Nice job! Thanks for sharing.


----------



## Wind in Her Hair (Jul 18, 2002)

great first project! Wow! Mine is an unfinished dishcloth!

Welcome!


----------



## Taylor R. (Apr 3, 2013)

Granny squares are an awesome crochet fundamentals lesson, so they're great for beginners (my Mammy made me make TONS of granny squares when I was a kid so that, "Someday, when you want to crochet lace, you'll understand how to keep it flat."). 

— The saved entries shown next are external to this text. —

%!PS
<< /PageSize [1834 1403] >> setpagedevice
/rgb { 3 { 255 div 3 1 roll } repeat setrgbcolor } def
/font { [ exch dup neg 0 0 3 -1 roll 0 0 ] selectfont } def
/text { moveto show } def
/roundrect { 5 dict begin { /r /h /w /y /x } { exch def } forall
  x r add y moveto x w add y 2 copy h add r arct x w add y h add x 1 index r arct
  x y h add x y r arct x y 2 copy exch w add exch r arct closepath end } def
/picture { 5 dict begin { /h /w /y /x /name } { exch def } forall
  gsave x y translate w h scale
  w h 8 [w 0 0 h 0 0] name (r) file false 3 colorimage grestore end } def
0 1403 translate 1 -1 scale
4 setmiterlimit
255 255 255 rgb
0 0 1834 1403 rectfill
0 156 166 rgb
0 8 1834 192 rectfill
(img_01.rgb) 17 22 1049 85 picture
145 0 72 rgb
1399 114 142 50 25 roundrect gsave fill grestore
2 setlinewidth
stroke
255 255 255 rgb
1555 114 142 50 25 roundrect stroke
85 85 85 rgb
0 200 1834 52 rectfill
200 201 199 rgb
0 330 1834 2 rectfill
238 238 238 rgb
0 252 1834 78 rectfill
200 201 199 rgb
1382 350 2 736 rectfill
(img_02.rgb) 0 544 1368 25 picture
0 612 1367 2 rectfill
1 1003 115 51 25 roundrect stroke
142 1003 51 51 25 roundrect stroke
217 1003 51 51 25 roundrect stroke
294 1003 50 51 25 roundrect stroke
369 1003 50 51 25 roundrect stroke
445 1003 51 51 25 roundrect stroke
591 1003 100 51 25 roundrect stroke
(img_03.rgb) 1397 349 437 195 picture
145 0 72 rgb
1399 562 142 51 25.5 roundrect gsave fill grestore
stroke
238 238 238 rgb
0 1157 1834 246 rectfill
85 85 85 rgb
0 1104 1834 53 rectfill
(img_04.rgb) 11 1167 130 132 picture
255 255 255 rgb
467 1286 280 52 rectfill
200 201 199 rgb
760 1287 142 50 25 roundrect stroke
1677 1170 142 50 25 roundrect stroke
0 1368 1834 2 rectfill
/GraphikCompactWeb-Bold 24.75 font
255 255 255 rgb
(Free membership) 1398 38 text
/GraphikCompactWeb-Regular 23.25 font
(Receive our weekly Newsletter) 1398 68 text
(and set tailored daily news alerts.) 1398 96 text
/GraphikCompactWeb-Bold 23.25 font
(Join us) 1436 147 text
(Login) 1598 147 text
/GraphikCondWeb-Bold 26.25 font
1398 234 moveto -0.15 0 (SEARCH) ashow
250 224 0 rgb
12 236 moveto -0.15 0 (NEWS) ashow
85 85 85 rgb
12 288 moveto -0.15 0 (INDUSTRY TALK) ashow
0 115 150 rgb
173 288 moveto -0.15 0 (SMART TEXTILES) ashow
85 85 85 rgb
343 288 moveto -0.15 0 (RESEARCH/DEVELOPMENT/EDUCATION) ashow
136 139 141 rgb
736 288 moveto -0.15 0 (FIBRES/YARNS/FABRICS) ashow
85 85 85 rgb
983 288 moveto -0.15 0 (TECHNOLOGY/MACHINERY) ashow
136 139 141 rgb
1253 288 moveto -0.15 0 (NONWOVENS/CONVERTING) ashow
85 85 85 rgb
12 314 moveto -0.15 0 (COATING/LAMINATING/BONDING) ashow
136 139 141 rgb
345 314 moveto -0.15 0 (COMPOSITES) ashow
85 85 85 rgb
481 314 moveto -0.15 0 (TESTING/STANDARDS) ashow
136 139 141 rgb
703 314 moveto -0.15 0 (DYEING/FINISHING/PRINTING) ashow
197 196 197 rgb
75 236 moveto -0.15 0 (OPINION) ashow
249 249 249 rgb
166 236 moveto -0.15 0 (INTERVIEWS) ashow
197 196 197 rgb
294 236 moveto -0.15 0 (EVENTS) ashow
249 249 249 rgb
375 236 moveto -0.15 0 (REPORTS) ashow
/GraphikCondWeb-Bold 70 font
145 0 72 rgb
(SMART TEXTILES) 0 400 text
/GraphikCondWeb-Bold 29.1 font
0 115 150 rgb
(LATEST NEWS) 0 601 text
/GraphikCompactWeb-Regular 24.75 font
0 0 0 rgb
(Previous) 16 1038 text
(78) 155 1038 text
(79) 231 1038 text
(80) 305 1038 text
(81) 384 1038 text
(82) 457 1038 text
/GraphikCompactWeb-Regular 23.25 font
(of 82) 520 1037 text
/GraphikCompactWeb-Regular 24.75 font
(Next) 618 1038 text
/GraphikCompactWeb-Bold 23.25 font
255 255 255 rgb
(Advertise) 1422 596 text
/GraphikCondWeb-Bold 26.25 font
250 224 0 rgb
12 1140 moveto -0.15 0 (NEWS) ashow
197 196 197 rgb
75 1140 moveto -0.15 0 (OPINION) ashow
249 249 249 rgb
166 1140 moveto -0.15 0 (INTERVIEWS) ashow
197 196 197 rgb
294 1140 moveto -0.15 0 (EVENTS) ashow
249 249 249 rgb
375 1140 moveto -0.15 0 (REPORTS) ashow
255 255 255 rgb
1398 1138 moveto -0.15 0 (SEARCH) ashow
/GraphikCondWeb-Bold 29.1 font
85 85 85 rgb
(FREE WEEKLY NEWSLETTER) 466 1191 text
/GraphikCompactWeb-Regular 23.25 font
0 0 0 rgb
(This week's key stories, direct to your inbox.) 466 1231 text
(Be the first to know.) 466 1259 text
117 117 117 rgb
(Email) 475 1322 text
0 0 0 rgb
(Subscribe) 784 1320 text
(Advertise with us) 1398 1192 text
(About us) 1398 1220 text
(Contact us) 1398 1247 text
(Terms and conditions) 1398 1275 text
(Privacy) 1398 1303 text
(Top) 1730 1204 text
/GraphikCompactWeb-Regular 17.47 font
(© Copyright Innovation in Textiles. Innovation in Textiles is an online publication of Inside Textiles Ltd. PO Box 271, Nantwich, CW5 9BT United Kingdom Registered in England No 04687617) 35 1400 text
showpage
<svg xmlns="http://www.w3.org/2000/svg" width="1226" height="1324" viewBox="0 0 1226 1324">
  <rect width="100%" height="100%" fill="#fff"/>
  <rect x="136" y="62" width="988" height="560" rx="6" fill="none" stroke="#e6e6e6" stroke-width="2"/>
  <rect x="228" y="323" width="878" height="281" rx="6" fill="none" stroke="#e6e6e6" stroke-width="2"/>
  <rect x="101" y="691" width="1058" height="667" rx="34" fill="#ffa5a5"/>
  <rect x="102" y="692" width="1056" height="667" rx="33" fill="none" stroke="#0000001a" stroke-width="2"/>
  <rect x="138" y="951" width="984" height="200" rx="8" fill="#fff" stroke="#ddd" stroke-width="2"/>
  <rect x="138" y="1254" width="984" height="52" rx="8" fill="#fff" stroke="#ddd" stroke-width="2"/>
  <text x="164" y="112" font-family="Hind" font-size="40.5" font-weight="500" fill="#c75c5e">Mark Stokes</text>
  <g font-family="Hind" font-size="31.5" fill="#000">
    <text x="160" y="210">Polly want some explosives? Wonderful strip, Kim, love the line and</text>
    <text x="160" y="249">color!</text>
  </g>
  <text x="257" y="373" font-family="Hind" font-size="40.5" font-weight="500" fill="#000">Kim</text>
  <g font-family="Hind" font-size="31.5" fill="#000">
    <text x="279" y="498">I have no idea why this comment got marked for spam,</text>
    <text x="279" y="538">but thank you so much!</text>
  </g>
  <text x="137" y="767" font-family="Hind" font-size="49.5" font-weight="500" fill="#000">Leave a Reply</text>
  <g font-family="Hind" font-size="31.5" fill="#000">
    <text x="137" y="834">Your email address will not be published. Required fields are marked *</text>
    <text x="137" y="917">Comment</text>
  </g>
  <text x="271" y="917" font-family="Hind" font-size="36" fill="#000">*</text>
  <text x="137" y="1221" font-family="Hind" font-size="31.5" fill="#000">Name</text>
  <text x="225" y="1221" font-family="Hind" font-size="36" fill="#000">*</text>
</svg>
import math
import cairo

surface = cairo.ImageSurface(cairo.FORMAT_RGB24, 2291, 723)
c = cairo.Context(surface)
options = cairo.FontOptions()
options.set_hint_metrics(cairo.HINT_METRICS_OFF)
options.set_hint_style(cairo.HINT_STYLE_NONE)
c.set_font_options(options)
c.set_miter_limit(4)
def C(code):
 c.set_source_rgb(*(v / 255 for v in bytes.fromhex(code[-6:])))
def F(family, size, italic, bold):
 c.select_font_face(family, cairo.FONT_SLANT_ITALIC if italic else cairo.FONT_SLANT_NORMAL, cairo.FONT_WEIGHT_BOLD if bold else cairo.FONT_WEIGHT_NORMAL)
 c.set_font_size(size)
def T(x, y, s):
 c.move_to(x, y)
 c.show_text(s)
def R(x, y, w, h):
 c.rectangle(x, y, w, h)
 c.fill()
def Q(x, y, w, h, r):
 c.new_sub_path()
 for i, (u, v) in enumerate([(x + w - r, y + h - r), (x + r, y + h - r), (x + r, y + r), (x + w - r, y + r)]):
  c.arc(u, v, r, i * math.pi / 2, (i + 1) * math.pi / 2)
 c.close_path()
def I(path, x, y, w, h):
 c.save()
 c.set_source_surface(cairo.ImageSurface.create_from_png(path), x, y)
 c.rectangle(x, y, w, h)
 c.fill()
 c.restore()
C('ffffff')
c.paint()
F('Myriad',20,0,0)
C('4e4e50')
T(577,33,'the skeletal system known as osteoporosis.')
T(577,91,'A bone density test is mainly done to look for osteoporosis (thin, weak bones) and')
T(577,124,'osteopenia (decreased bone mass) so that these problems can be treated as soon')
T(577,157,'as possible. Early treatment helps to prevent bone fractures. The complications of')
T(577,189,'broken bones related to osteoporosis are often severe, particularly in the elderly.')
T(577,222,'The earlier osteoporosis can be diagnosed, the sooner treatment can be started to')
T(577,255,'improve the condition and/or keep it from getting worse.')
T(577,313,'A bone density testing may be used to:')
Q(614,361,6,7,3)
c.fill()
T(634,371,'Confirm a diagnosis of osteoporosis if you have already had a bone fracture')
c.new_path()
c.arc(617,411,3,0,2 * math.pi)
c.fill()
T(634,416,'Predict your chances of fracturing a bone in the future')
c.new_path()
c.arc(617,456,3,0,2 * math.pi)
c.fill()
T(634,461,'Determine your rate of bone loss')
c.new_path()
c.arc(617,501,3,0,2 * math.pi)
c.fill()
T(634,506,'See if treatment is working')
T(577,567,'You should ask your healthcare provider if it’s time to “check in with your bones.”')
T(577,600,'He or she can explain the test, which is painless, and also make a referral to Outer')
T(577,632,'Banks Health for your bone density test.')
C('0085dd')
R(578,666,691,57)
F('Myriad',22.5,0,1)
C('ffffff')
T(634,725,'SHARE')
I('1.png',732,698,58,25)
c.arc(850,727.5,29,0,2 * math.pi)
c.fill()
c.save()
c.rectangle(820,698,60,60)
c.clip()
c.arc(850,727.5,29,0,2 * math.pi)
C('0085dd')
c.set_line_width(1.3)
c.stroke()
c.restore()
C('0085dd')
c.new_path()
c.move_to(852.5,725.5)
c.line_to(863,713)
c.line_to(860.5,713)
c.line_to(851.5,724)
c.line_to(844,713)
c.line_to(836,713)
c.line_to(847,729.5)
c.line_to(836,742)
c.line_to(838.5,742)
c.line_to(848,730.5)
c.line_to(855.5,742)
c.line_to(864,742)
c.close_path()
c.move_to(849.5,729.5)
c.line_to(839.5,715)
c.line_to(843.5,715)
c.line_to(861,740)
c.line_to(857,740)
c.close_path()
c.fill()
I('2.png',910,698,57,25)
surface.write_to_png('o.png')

Your blanket is beautiful, the colors are perfect!!


----------



## mommatwo2 (Nov 7, 2013)

Thank you so much everyone! I love the colors too. I didn't want traditional pink. The couple I made it for are open to color.


----------



## Becka03 (Mar 29, 2009)

WOW- that is amazing! my first crochet project- was a sad sad looking washcloth! Great job!


----------



## sweet_mae (May 11, 2002)

Very pretty:thumb:


----------



## MamaRed (Dec 18, 2013)

That's a beautiful blanket! I'm working on my first blanket, too, but I was a chicken with the colors. It's all one color and I'm about half done.


----------



## Miz Mary (Feb 15, 2003)

PRETTY !!!! Nice job !!


----------



## Belldandy (Feb 16, 2014)

Happeesupermom said:


> I see. So, a granny square is basically any pattern that takes a bunch of small squares stitched together to make the project (scarf, blanket, etc.)?



I LOVE granny squares!

The granny square refers to the square itself, which is worked with clusters of double crochets and chains. It was traditionally worked to use up odd scraps of yarn, then the small squares sewn together to make a quilt or mat, but it can be any size, as the OP's beautiful blanket demonstrates.


----------